┌─ Data supplied
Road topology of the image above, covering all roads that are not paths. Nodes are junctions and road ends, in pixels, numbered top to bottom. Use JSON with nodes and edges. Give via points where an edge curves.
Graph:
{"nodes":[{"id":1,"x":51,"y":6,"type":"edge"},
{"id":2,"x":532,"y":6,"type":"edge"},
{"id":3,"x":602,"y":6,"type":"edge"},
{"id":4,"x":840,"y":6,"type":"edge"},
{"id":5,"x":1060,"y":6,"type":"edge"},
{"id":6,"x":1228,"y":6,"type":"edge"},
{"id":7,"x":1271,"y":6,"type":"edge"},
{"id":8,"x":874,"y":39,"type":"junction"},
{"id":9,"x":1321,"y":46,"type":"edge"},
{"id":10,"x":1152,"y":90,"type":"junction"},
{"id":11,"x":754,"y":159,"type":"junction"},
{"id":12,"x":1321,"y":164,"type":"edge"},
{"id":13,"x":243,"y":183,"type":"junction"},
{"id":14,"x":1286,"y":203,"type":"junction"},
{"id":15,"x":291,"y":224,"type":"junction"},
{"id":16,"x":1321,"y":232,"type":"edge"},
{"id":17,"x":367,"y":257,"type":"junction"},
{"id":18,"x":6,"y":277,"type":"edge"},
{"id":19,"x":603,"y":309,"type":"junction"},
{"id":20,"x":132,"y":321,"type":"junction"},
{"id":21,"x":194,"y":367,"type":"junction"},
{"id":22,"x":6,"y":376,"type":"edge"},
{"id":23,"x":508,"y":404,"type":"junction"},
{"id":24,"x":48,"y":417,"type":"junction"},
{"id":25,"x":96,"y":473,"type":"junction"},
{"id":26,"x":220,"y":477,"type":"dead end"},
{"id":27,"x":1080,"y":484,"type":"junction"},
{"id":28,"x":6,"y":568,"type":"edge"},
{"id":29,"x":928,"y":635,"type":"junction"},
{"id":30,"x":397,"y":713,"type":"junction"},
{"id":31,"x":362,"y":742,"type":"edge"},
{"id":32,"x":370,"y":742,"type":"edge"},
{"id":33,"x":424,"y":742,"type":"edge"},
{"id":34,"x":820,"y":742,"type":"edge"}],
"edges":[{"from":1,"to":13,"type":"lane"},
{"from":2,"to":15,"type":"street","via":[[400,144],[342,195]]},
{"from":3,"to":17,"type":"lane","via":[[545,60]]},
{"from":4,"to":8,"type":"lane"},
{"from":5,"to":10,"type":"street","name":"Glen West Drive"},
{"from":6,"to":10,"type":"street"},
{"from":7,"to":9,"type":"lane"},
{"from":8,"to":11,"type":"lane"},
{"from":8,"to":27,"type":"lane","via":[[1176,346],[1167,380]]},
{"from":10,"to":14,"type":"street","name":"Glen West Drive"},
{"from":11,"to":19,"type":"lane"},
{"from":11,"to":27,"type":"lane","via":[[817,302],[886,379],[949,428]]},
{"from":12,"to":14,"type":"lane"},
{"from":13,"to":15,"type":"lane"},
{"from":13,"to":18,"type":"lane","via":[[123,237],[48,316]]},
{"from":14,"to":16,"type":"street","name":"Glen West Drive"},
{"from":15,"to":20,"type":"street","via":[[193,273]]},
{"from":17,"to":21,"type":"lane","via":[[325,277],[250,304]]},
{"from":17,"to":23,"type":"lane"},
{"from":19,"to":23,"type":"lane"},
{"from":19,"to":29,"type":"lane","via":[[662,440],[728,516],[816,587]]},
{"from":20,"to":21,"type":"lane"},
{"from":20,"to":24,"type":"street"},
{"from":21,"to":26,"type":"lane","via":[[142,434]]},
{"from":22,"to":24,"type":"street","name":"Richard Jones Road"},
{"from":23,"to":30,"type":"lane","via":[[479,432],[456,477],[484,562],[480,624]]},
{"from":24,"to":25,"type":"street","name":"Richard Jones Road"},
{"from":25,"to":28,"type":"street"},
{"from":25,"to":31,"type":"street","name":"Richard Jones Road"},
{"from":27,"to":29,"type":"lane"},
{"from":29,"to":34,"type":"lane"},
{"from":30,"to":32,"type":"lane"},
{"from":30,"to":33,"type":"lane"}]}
└─
For every line of the records with the string "Richard", add one to a tally; give the final tally alone.

**Response:** 3